Bottini interrompeu:

- “Por isso mesmo, se ele preside uma comissão de mais de dois mil não vai fazer diferença pegar mais duzentos, não achas? Eu vou falar com ele. Foi bom te ouvir.  Eu estou cheio de atividades, não dou conta do meu serviço. Olha tu precisas ver, o nosso pessoal não tem ideia ainda da importância da Gerência de Produtos Controlados. Tu conversa com eles e  parece que tu estais chateando eles com o assunto. Eles acham que isso não deveria ser serviço da Polícia Civil. Que nós deveríamos só fazer investigações e instaurar inquéritos policiais.  Tu precisas ver quanta coisa mudou na legislação, quantas novas atribuições foram passadas à Polícia Civil. O Decreto três mil e oito já está super defasado.  Eu não posso ficar cuidando de Comissão de Promoções. O Valdir só cuida de promoções. Ele está lá em cima só para cuidar disso. Então eu não vejo problema dele assumir as duas comissões”.

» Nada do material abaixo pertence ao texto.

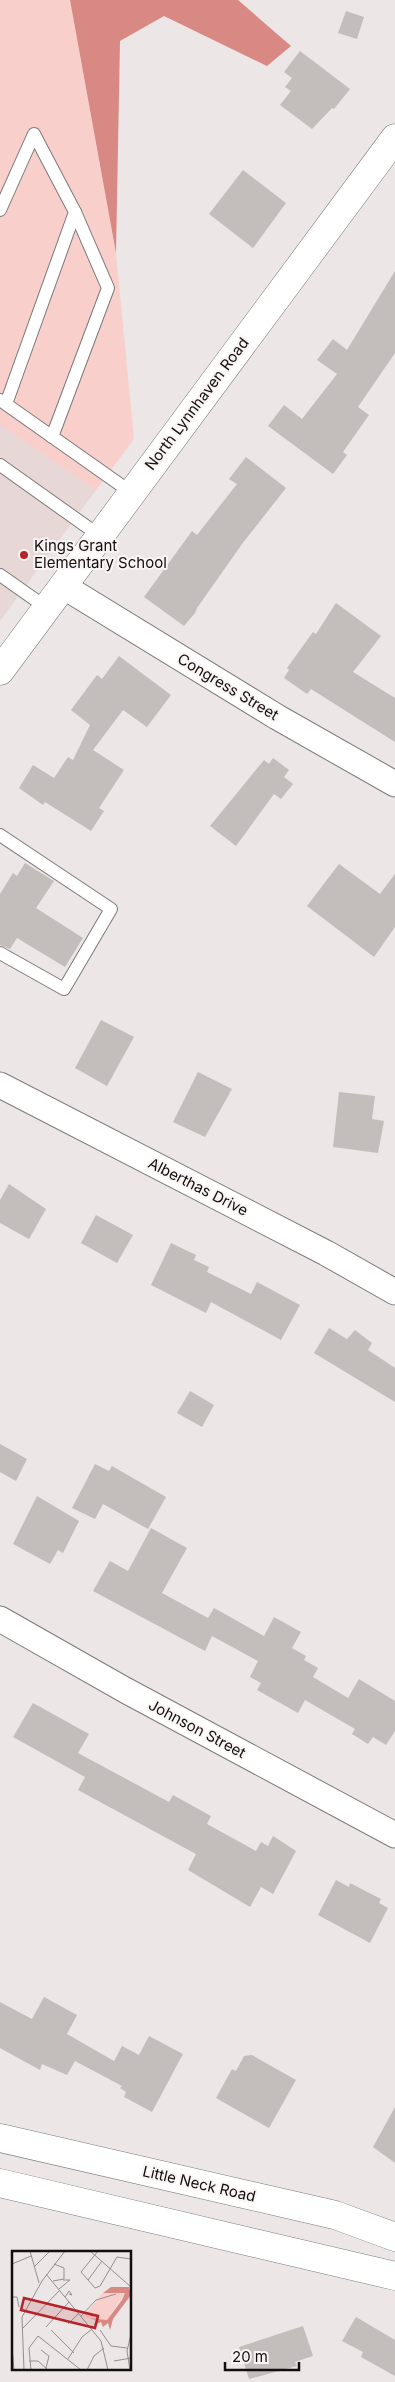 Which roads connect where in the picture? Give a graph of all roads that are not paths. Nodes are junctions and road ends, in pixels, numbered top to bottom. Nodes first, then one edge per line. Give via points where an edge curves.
1 (395, 138) edge
2 (0, 210) edge
3 (75, 212) junction
4 (3, 402) edge
5 (52, 437) junction
6 (0, 465) edge
7 (132, 493) junction
8 (100, 536) junction
9 (0, 575) edge
10 (63, 586) junction
11 (47, 608) junction
12 (0, 671) edge
13 (395, 784) edge
14 (0, 835) edge
15 (0, 953) edge
16 (0, 1085) edge
17 (395, 1292) edge
18 (0, 1619) edge
19 (395, 1835) edge
20 (0, 2138) edge
21 (0, 2182) edge
22 (395, 2237) edge
23 (395, 2276) edge

1 - 7 street, North Lynnhaven Road
2 - 3 lane via 34,134
3 - 4 lane
3 - 5 lane via 108,288
4 - 5 lane
5 - 7 lane
6 - 8 lane
7 - 8 street, North Lynnhaven Road
8 - 10 street, North Lynnhaven Road
9 - 11 lane
10 - 11 street, North Lynnhaven Road
10 - 13 street, Congress Street
11 - 12 street, North Lynnhaven Road
14 - 15 lane via 111,909 64,989
16 - 17 street, Alberthas Drive via 326,1253
18 - 19 street, Johnson Street via 124,1690
20 - 22 street, Little Neck Road via 335,2215
21 - 23 street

Aproveitei para argumentar:

- “Olha Bottini tu já estais há quase quatro anos ali na Gerência. Eu acho que é tempo suficiente para ter feito muita coisa”.

Bottini com tranquilidade voltou a dar ênfase a sobrecarga de serviço:

- “Eles me mandaram agora um funcionário. Disseram, ‘é Bottini agora tu estais bem, estamos te dando mais um funcionário,  uma viatura’. Agora tu vê!” 

Comentei que a ideia era essa, faltava consciência por parte daqueles que comandavam a instituição e acabei falando no Delgado Braga e seu estilo de administrar:

- “O Braga é um lutador, porém, tem um problema, ele é muito personalista. O Braga que estar sempre em evidência na mídia. É um estilo. Ele faz barulho, incomoda, só que não é o setor  dele que está em evidência e sim principalmente a figura dele. Hoje a cúpula da Polícia Civil ficou muito pequena. Você lê nos jornais matérias sobre outras instituições e percebe como são tratados. As cúpulas dessas instituições procuram se preocupar com grandes temas. Aqui não funciona assim. O pessoal se sente impotente para brigar com o governo, com as autoridades superiores e acabam se perdendo com coisas pequenas, como punir Investigador, cobrar  o uso do telefone, reformas, viaturas... Outro dia eu estava falando com o Optemar e ele passou a criticar o Comando da Polícia Civil. Eu cheguei e perguntei para ele: ‘escuta aqui Optemar, tu achas que tu também não integras a cúpula da Polícia Civil?’ Imagina, o homem ocupa uma diretoria importante e se colocava numa condição de crítico, como  se não pertencesse ao comando, dá licença, né Bottini. O que a gente vê é o pessoal que ocupa cargo comissionado às vezes se colocando numa posição de quem está fora do comando. Depois tem outra, se o Amin se reeleger, vai ficar mais quatro anos e nós vamos ter que encarar essa cúpula por mais quatro anos”. 

Bottini concordou diplomaticamente e fez o seu comentário:

- “É , mas as reeleição  não está garantida assim. Se o Amin for para o segundo turno a coisa vai pegar e ele não ganha, podes ter certeza disso!”

Fiquei impressionado com a avaliação de Bottini e acabei externando minha preocupação com o fato de Amin ganhar as eleições no primeiro turno e ainda fazer maioria na Assembleia Legislativa.  Falei da minha preocupação com a reforma da previdência no Estado, da revogação do Estatuto da Polícia Civil, da missão de Celestino Secco, caso viesse a ser reeleito Deputado Estadual.   Só esqueci dizer que – segundo o Delegado Braga – Lipinski seria cabo eleitoral de Celestino Secco (sinceramente até aquele momento não acreditava nisso).